Recorded data
________________
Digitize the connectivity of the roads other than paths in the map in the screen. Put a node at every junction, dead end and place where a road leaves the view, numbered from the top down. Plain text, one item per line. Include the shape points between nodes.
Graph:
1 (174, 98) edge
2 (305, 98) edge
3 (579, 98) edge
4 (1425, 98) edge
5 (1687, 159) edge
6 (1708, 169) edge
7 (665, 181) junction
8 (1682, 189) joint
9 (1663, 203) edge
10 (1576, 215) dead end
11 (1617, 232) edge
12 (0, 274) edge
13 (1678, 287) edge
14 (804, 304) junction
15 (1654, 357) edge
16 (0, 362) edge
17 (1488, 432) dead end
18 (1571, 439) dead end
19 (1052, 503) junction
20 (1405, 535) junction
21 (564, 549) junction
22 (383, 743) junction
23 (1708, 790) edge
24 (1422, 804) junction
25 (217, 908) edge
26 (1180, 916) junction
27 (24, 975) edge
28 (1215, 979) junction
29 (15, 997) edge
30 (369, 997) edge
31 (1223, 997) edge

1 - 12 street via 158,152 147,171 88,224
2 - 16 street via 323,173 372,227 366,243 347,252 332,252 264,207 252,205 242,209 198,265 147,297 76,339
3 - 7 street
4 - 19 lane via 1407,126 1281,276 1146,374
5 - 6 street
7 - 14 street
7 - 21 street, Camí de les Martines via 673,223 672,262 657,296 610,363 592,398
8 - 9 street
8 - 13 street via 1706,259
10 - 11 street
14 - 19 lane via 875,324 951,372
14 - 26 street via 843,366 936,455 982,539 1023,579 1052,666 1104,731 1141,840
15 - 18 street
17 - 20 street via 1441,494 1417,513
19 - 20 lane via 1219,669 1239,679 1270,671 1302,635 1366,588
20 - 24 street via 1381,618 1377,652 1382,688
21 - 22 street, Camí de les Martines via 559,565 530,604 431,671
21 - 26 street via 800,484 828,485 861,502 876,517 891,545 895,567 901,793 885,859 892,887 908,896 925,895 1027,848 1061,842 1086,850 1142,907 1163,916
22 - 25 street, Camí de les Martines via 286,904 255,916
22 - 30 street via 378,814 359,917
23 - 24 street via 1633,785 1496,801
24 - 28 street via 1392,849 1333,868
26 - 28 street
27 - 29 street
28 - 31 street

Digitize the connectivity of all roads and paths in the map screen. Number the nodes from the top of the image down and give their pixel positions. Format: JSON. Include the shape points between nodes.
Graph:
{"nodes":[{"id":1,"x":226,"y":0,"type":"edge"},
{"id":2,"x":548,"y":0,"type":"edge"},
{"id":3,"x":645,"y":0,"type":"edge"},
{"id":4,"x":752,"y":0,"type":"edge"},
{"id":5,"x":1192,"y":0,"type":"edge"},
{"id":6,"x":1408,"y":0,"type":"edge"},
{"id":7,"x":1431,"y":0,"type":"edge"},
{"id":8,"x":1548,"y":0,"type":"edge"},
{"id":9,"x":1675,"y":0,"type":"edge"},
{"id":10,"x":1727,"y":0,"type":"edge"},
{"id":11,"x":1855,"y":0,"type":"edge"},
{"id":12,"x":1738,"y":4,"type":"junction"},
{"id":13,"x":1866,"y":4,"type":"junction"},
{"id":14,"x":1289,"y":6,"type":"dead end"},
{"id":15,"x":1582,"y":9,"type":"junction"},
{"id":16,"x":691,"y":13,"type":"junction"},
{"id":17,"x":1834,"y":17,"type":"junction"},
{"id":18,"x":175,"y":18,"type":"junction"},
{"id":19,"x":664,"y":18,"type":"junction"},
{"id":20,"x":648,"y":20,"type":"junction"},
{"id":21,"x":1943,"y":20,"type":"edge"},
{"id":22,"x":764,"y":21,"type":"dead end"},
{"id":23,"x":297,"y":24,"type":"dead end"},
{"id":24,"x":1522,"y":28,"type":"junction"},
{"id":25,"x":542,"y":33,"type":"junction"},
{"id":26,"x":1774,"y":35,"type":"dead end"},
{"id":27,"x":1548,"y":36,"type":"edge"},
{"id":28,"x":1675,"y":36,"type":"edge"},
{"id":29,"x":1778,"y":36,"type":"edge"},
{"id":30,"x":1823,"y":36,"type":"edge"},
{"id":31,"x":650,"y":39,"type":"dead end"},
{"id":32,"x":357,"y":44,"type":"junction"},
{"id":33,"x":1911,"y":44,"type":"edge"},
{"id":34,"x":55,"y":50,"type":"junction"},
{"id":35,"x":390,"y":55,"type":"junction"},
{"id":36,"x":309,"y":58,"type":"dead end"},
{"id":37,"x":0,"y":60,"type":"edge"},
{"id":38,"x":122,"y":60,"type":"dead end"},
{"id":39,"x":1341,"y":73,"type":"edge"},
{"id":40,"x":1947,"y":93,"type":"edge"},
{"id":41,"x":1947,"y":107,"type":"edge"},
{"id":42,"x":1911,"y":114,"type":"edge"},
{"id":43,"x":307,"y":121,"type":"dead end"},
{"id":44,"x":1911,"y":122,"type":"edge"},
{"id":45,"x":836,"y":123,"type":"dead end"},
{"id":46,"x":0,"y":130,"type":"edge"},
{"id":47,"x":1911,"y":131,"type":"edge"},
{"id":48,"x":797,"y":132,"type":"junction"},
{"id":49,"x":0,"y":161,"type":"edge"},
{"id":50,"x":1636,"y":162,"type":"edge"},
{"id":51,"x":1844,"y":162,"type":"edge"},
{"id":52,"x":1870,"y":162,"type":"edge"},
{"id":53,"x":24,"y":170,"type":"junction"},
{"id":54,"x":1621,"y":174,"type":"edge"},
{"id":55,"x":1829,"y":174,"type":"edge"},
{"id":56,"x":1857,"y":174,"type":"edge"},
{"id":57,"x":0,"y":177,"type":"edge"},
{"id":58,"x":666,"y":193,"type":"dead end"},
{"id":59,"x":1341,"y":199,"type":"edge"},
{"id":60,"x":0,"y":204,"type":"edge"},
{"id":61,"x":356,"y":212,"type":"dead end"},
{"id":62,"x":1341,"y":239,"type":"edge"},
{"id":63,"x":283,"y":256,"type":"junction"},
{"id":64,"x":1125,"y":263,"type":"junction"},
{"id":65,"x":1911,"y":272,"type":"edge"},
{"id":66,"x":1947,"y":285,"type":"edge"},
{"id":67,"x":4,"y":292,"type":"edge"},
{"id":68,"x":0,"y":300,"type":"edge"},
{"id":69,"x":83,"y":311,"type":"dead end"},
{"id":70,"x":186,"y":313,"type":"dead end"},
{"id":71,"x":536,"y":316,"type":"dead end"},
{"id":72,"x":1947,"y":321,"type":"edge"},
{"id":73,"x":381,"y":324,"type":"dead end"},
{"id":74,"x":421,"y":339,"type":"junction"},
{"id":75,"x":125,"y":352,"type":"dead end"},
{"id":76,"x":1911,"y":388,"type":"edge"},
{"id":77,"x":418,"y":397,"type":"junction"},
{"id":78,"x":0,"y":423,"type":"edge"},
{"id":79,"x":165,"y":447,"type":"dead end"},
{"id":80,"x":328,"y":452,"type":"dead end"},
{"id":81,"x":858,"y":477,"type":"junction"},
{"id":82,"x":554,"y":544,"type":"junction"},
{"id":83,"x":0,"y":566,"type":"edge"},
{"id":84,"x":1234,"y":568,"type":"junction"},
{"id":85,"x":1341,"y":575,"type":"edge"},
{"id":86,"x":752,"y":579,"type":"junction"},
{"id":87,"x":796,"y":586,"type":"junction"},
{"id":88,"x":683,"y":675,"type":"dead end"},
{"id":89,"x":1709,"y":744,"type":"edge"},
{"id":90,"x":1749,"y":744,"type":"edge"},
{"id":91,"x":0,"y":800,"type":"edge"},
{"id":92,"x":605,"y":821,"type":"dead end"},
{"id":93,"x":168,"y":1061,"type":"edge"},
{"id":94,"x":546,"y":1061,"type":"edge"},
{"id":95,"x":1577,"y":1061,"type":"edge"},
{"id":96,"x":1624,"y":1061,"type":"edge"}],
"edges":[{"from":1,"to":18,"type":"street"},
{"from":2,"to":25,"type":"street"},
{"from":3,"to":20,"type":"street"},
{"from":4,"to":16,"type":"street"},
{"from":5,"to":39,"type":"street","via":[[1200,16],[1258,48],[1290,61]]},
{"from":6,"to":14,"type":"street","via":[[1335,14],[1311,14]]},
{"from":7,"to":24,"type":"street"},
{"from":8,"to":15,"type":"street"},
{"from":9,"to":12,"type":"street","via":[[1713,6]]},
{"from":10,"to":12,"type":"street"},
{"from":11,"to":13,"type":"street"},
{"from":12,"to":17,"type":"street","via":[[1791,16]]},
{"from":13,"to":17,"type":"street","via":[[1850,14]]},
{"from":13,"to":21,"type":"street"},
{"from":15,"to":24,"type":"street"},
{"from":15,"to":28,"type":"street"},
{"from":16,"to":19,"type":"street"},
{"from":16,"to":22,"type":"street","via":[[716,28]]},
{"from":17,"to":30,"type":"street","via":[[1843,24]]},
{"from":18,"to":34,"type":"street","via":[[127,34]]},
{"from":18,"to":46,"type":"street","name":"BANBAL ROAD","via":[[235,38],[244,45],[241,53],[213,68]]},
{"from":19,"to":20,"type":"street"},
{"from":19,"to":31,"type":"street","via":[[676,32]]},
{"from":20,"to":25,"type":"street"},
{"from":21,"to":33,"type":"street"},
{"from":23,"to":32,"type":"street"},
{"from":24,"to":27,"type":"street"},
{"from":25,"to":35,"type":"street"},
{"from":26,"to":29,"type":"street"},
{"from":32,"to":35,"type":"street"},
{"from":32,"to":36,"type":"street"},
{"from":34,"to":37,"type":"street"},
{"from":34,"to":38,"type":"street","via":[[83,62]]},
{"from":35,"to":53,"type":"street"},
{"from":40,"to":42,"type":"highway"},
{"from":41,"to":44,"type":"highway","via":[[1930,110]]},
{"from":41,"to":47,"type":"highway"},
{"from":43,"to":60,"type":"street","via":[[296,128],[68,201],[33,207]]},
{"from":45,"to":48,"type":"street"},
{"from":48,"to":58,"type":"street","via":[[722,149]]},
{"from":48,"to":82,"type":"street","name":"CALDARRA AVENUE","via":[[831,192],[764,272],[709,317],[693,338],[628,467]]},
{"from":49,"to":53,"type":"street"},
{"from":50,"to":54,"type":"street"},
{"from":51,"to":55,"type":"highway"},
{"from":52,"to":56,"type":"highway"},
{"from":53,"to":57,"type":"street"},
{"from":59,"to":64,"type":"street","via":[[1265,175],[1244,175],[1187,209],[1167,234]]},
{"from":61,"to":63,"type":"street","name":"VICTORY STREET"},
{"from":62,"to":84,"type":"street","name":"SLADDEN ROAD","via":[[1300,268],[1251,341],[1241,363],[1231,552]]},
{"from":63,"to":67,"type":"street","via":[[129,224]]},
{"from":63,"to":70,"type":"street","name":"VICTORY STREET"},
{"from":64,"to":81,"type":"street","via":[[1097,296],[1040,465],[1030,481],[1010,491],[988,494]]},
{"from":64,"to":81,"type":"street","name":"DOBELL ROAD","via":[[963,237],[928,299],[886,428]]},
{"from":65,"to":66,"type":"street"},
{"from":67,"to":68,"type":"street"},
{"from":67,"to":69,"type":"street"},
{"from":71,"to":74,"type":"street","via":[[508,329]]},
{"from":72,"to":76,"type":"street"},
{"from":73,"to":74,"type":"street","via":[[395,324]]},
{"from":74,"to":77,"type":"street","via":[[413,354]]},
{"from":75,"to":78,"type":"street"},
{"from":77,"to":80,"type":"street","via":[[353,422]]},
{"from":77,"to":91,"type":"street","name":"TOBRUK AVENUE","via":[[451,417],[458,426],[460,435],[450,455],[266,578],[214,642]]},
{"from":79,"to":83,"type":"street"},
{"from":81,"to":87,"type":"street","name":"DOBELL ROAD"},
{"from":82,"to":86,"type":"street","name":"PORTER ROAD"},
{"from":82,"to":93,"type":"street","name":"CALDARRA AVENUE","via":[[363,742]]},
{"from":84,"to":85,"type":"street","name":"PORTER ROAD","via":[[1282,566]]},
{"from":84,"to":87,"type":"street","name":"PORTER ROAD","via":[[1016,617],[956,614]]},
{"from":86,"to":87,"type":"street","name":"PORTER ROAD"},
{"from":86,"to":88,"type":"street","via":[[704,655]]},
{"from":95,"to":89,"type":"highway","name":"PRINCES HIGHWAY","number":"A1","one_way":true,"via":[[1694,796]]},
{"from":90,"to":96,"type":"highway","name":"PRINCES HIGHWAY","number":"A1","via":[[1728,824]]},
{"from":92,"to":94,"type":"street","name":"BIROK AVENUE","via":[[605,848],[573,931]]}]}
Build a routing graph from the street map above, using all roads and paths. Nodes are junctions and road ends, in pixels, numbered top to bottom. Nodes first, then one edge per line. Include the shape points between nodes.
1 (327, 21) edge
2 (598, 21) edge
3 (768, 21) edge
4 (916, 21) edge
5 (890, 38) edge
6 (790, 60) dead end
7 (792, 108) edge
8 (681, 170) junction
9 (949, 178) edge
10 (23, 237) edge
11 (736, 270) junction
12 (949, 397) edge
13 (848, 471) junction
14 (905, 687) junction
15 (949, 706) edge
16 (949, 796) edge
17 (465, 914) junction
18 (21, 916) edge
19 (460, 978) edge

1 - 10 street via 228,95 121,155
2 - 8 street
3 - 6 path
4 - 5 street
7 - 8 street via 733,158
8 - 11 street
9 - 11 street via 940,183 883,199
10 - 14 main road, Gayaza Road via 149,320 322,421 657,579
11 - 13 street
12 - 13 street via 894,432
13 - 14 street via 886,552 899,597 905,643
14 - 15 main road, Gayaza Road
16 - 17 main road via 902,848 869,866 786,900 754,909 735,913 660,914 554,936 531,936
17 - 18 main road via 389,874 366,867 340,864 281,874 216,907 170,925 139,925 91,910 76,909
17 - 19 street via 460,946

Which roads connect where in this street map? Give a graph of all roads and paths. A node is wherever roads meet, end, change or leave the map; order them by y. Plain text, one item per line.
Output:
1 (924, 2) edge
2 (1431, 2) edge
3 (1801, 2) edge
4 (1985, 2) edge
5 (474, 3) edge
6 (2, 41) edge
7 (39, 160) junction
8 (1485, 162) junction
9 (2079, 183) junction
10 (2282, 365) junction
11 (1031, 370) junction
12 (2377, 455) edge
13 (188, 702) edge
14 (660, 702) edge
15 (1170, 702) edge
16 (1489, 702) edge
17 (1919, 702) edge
________________
When a line in the data holds the word "Martines", show that line.

Exercise response>
7 - 21 street, Camí de les Martines via 673,223 672,262 657,296 610,363 592,398
21 - 22 street, Camí de les Martines via 559,565 530,604 431,671
22 - 25 street, Camí de les Martines via 286,904 255,916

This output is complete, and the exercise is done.